Con la sentenza n. 76 del 2025, la Corte Costituzionale ha dichiarato l’illegittimità di alcune previsioni normative relative al trattamento sanitario obbligatorio (TSO), sancite nella legge n. 833 del 23 dicembre 1978, recante “Istituzione del Servizio Sanitario Nazionale”, nella parte in cui non prevede che la persona sottoposta al suddetto trattamento, o un suo eventuale legale rappresentante, venga informata del provvedimento del sindaco che lo dispone, né della convalida da parte del giudice tutelare dello stesso. Soprattutto, la Corte ha ritenuto in contrasto con i diritti di rango costituzionale l’assenza dell’obbligo per il giudice tutelare di confermare il TSO solo dopo aver ascoltato la persona interessata.

La Corte, nella sentenza in oggetto, riprendendo anche la propria precedente giurisprudenza, ha ricordato che l’istituto costituisce un trattamento obbligatorio e coattivo, ovvero attuato contro la volontà della persona, e che ha come unica ragion normativa di esistere l’obiettivo di curare la persona sottopostavi.

L’articolo 32 della Carta costituzionale stabilisce che nessuno può essere sottoposto obbligatoriamente a un determinato trattamento sanitario se non per disposizione di legge, e che tale disposizione non può in nessun caso violare i limiti imposti dal rispetto della persona umana.
Questa norma, di conseguenza, contiene sia la ratio del TSO, sia i limiti che la sua disciplina e la sua attuazione devono rispettare. Esso deve essere applicato e considerato come “l’ultima spiaggia”, l’ultimo strumento disponibile per garantire concretamente il diritto alla salute dell’individuo.

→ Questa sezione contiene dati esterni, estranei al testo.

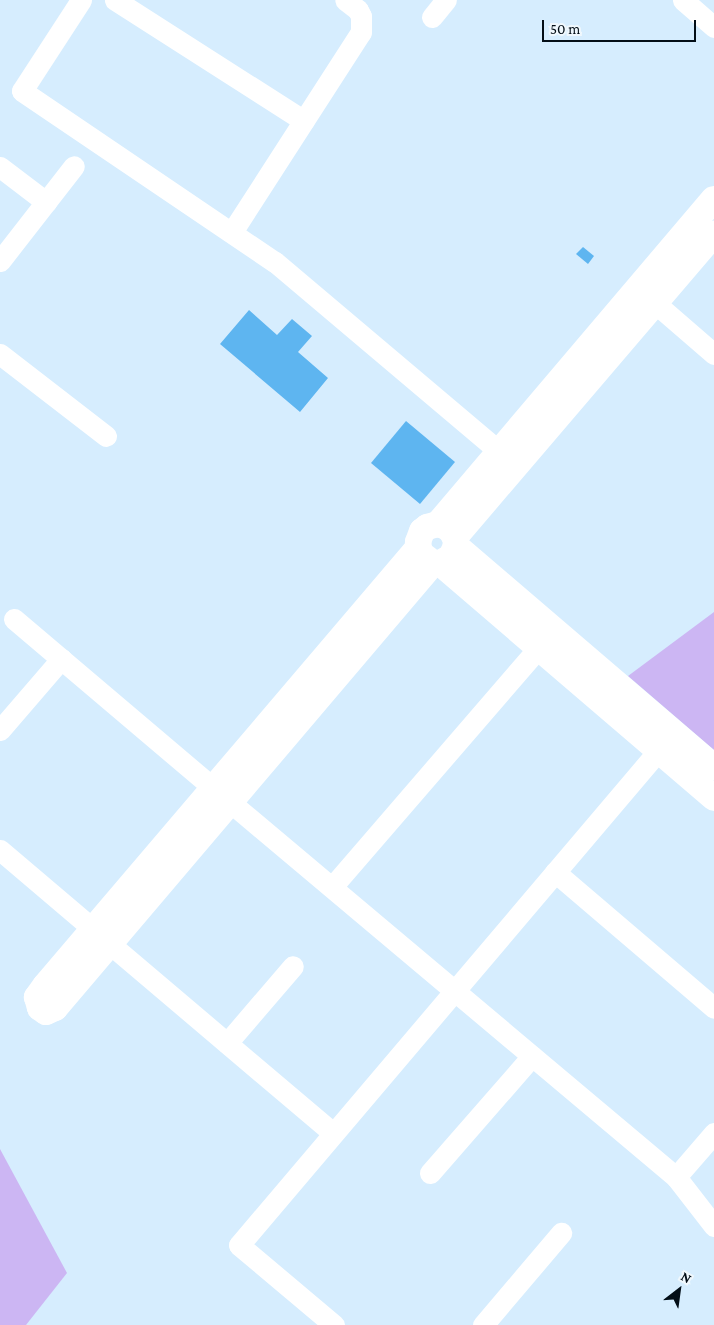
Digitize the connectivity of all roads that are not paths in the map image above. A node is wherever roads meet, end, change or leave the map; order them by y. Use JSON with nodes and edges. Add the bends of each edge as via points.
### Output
{"nodes":[{"id":1,"x":82,"y":0,"type":"edge"},
{"id":2,"x":115,"y":0,"type":"edge"},
{"id":3,"x":345,"y":0,"type":"edge"},
{"id":4,"x":446,"y":0,"type":"edge"},
{"id":5,"x":683,"y":0,"type":"edge"},
{"id":6,"x":432,"y":17,"type":"dead end"},
{"id":7,"x":714,"y":27,"type":"edge"},
{"id":8,"x":304,"y":121,"type":"junction"},
{"id":9,"x":74,"y":166,"type":"dead end"},
{"id":10,"x":0,"y":167,"type":"edge"},
{"id":11,"x":714,"y":199,"type":"edge"},
{"id":12,"x":46,"y":202,"type":"junction"},
{"id":13,"x":232,"y":232,"type":"junction"},
{"id":14,"x":714,"y":234,"type":"edge"},
{"id":15,"x":0,"y":261,"type":"edge"},
{"id":16,"x":655,"y":304,"type":"junction"},
{"id":17,"x":0,"y":354,"type":"edge"},
{"id":18,"x":714,"y":354,"type":"edge"},
{"id":19,"x":106,"y":436,"type":"dead end"},
{"id":20,"x":500,"y":452,"type":"junction"},
{"id":21,"x":440,"y":547,"type":"junction"},
{"id":22,"x":14,"y":619,"type":"dead end"},
{"id":23,"x":539,"y":647,"type":"junction"},
{"id":24,"x":61,"y":659,"type":"junction"},
{"id":25,"x":0,"y":730,"type":"edge"},
{"id":26,"x":659,"y":750,"type":"junction"},
{"id":27,"x":714,"y":767,"type":"edge"},
{"id":28,"x":222,"y":795,"type":"junction"},
{"id":29,"x":714,"y":798,"type":"edge"},
{"id":30,"x":0,"y":850,"type":"edge"},
{"id":31,"x":555,"y":872,"type":"junction"},
{"id":32,"x":332,"y":887,"type":"junction"},
{"id":33,"x":102,"y":936,"type":"junction"},
{"id":34,"x":293,"y":966,"type":"dead end"},
{"id":35,"x":455,"y":990,"type":"junction"},
{"id":36,"x":714,"y":1008,"type":"edge"},
{"id":37,"x":227,"y":1043,"type":"junction"},
{"id":38,"x":532,"y":1056,"type":"junction"},
{"id":39,"x":333,"y":1133,"type":"junction"},
{"id":40,"x":714,"y":1133,"type":"edge"},
{"id":41,"x":430,"y":1173,"type":"dead end"},
{"id":42,"x":676,"y":1177,"type":"junction"},
{"id":43,"x":714,"y":1226,"type":"edge"},
{"id":44,"x":561,"y":1233,"type":"dead end"},
{"id":45,"x":334,"y":1325,"type":"edge"},
{"id":46,"x":483,"y":1325,"type":"edge"}],
"edges":[{"from":1,"to":13,"type":"street","via":[[22,91]]},
{"from":2,"to":8,"type":"street"},
{"from":3,"to":8,"type":"street","via":[[362,16],[361,32]]},
{"from":4,"to":6,"type":"street"},
{"from":5,"to":7,"type":"street"},
{"from":8,"to":13,"type":"street"},
{"from":9,"to":12,"type":"street"},
{"from":10,"to":12,"type":"street"},
{"from":11,"to":20,"type":"street"},
{"from":12,"to":15,"type":"street"},
{"from":13,"to":20,"type":"street","via":[[290,274]]},
{"from":14,"to":16,"type":"street"},
{"from":16,"to":18,"type":"street"},
{"from":16,"to":21,"type":"street"},
{"from":17,"to":19,"type":"street"},
{"from":20,"to":21,"type":"street"},
{"from":21,"to":23,"type":"street"},
{"from":21,"to":27,"type":"street"},
{"from":21,"to":28,"type":"street"},
{"from":22,"to":24,"type":"street"},
{"from":23,"to":26,"type":"street"},
{"from":23,"to":32,"type":"street"},
{"from":24,"to":25,"type":"street"},
{"from":24,"to":28,"type":"street"},
{"from":26,"to":29,"type":"street"},
{"from":26,"to":31,"type":"street"},
{"from":28,"to":32,"type":"street"},
{"from":28,"to":33,"type":"street"},
{"from":30,"to":33,"type":"street"},
{"from":31,"to":35,"type":"street"},
{"from":31,"to":36,"type":"street"},
{"from":32,"to":35,"type":"street"},
{"from":33,"to":37,"type":"street"},
{"from":34,"to":37,"type":"street"},
{"from":35,"to":38,"type":"street"},
{"from":35,"to":39,"type":"street"},
{"from":37,"to":39,"type":"street"},
{"from":38,"to":41,"type":"street"},
{"from":38,"to":42,"type":"street"},
{"from":39,"to":45,"type":"street","via":[[239,1245]]},
{"from":40,"to":42,"type":"street"},
{"from":42,"to":43,"type":"street"},
{"from":44,"to":46,"type":"street"}]}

Inoltre, proprio per la sua natura coattiva, in quanto misura imposta con la forza, il TSO incide e limita il diritto alla libertà personale, diritto riconosciuto e tutelato dall’articolo 13 della Costituzione.
In relazione a ciò, nelle motivazioni giuridiche della sentenza in esame si sottolinea che: “il trattamento sanitario obbligatorio, per sua stessa natura, si pone nel crinale tra la libertà di autodeterminarsi in materia di salute e la regola del consenso, da un lato, e l’esigenza di protezione della salute della persona stessa, dall’altro, che giustifica in via d’eccezione un trattamento contro la sua volontà.”

Le condizioni psichiche della persona interessata dal procedimento di disposizione e convalida del TSO non costituiscono, però in alcun modo una causa giustificativa della limitazione del diritto al contraddittorio e del diritto di difesa. La necessità generale di fare tutto il possibile per ottenere il massimo livello possibile di consenso al trattamento medico da parte dell’individuo, infatti, è ribadita in numerosi precedenti giurisprudenziali della Corte costituzionale, nonché nella legge n. 219 del 2017.

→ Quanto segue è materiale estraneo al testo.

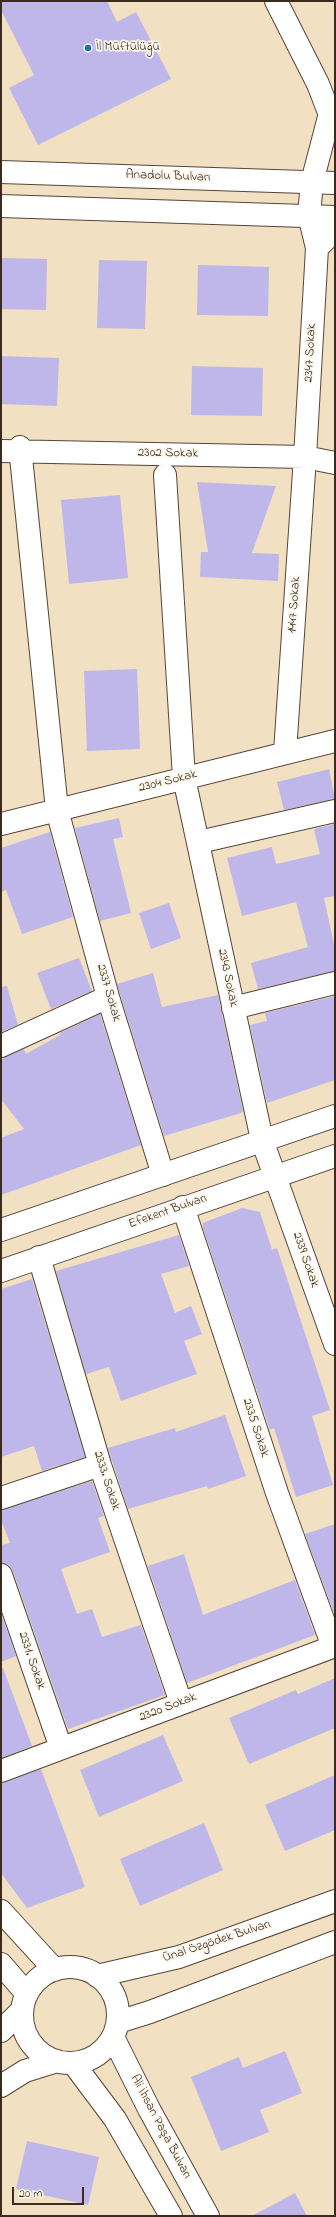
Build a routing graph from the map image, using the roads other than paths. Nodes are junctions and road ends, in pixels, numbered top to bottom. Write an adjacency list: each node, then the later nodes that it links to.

In aggiunta, i giudici hanno evidenziato come, nel nostro ordinamento, siano previste altre procedure giurisdizionali che incidono sui diritti e sulle libertà individuali — come la nomina di un amministratore di sostegno — le quali prevedono che la persona interessata sia ascoltata e possa agire autonomamente nel procedimento.
Ancora, la Corte costituzionale  ha sottolineato che tali lacune normative costituiscono una violazione, oltre che dei principi costituzionali, anche degli articoli 6 e 13 della Convenzione europea dei diritti dell’uomo, che sanciscono rispettivamente il diritto a un equo processo e il diritto a un ricorso effettivo. Non dando alla persona la possibilità di essere ascoltata e neppure di venire a conoscenza dell’atto  di disposizione del TSO, né del successivo provvedimento giudiziario di convalida, entrambi questi diritti risultano negati.

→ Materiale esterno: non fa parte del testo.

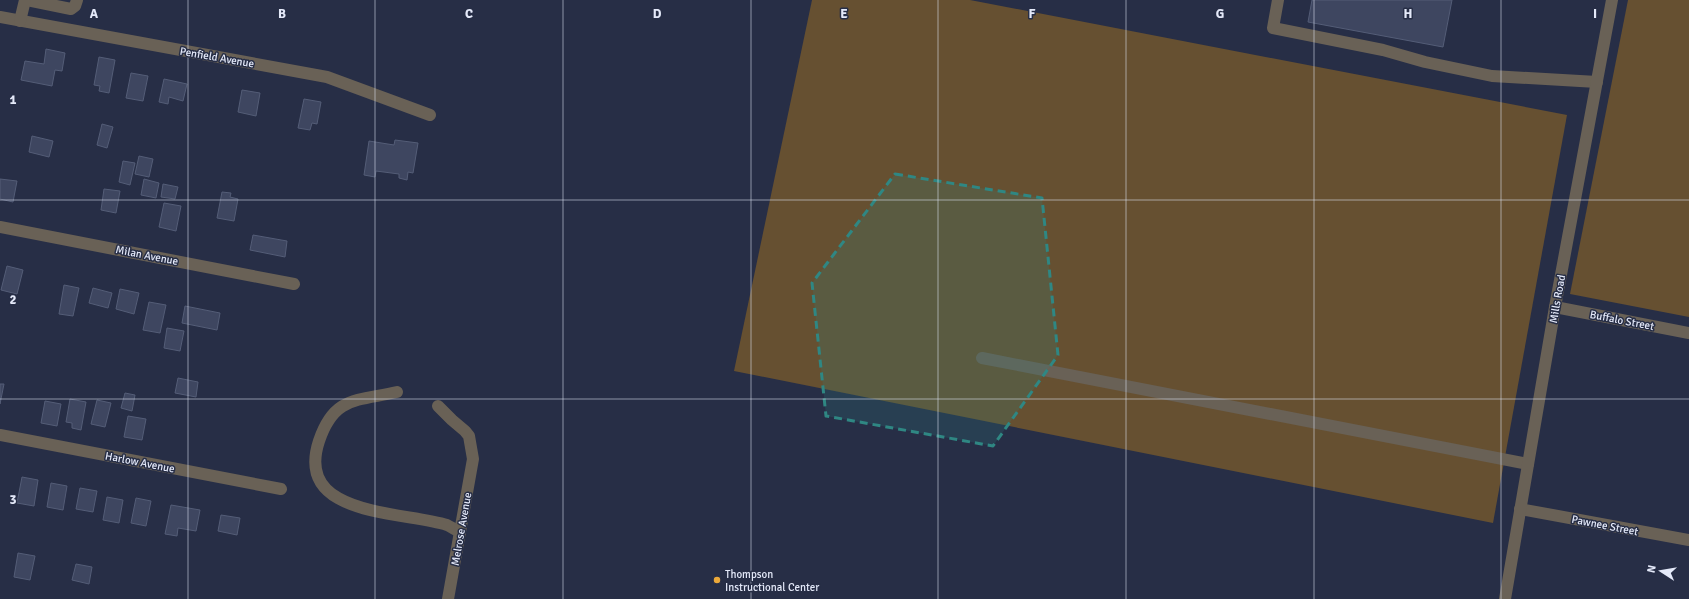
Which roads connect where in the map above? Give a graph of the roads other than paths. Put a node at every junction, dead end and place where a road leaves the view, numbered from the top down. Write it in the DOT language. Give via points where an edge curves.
graph roads {
  1 [pos="26,0"];
  2 [pos="77,0"];
  3 [pos="1278,0"];
  4 [pos="1612,0"];
  5 [pos="0,17"];
  6 [pos="20,21"];
  7 [pos="1597,82"];
  8 [pos="430,115"];
  9 [pos="0,227"];
  10 [pos="294,284"];
  11 [pos="1555,307"];
  12 [pos="1689,333"];
  13 [pos="982,358"];
  14 [pos="397,392"];
  15 [pos="438,406"];
  16 [pos="0,435"];
  17 [pos="1528,464"];
  18 [pos="281,489"];
  19 [pos="1520,509"];
  20 [pos="460,532"];
  21 [pos="1689,540"];
  22 [pos="448,599"];
  23 [pos="1504,599"];
  1 -- 2 [label="street" via="70,9 75,6"];
  1 -- 6 [label="street"];
  3 -- 7 [label="street" via="1273,28 1383,50 1492,76"];
  4 -- 7 [label="street, Mills Road"];
  5 -- 6 [label="street, Penfield Avenue"];
  6 -- 8 [label="street, Penfield Avenue" via="327,77"];
  7 -- 11 [label="street, Mills Road"];
  9 -- 10 [label="street, Milan Avenue"];
  11 -- 12 [label="street, Buffalo Street"];
  11 -- 17 [label="street, Mills Road"];
  13 -- 17 [label="street"];
  14 -- 20 [label="street" via="353,402 331,414 324,425 318,444 318,477 324,488 346,503 380,513 447,526"];
  15 -- 20 [label="street, Melrose Avenue" via="469,436 473,459"];
  16 -- 18 [label="street, Harlow Avenue"];
  17 -- 19 [label="street, Mills Road"];
  19 -- 21 [label="street, Pawnee Street"];
  19 -- 23 [label="street, Mills Road"];
  20 -- 22 [label="street, Melrose Avenue"];
}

Riassumendo, la sentenza impone al legislatore — citando anche il Report tematico sull’Italia del Comitato permanente contro la tortura di rafforzare le garanzie di difesa e partecipazione delle persone sottoposte a TSO, in linea con i principi costituzionali e con la CEDU.
Riconosce che chiunque, indipendentemente dalla condizione di salute o di disabilità, ha diritto, su un piano di uguaglianza formale e sostanziale con gli altri, a essere partecipe del procedimento che lo riguarda.
Ai trattamenti sanitari coattivi devono essere applicate tutte le garanzie previste dall’articolo 13 della Costituzione, proprio in ragione della situazione di evidente assoggettamento fisico della persona a un potere pubblico in grado di vincere  contro la sua  volontà.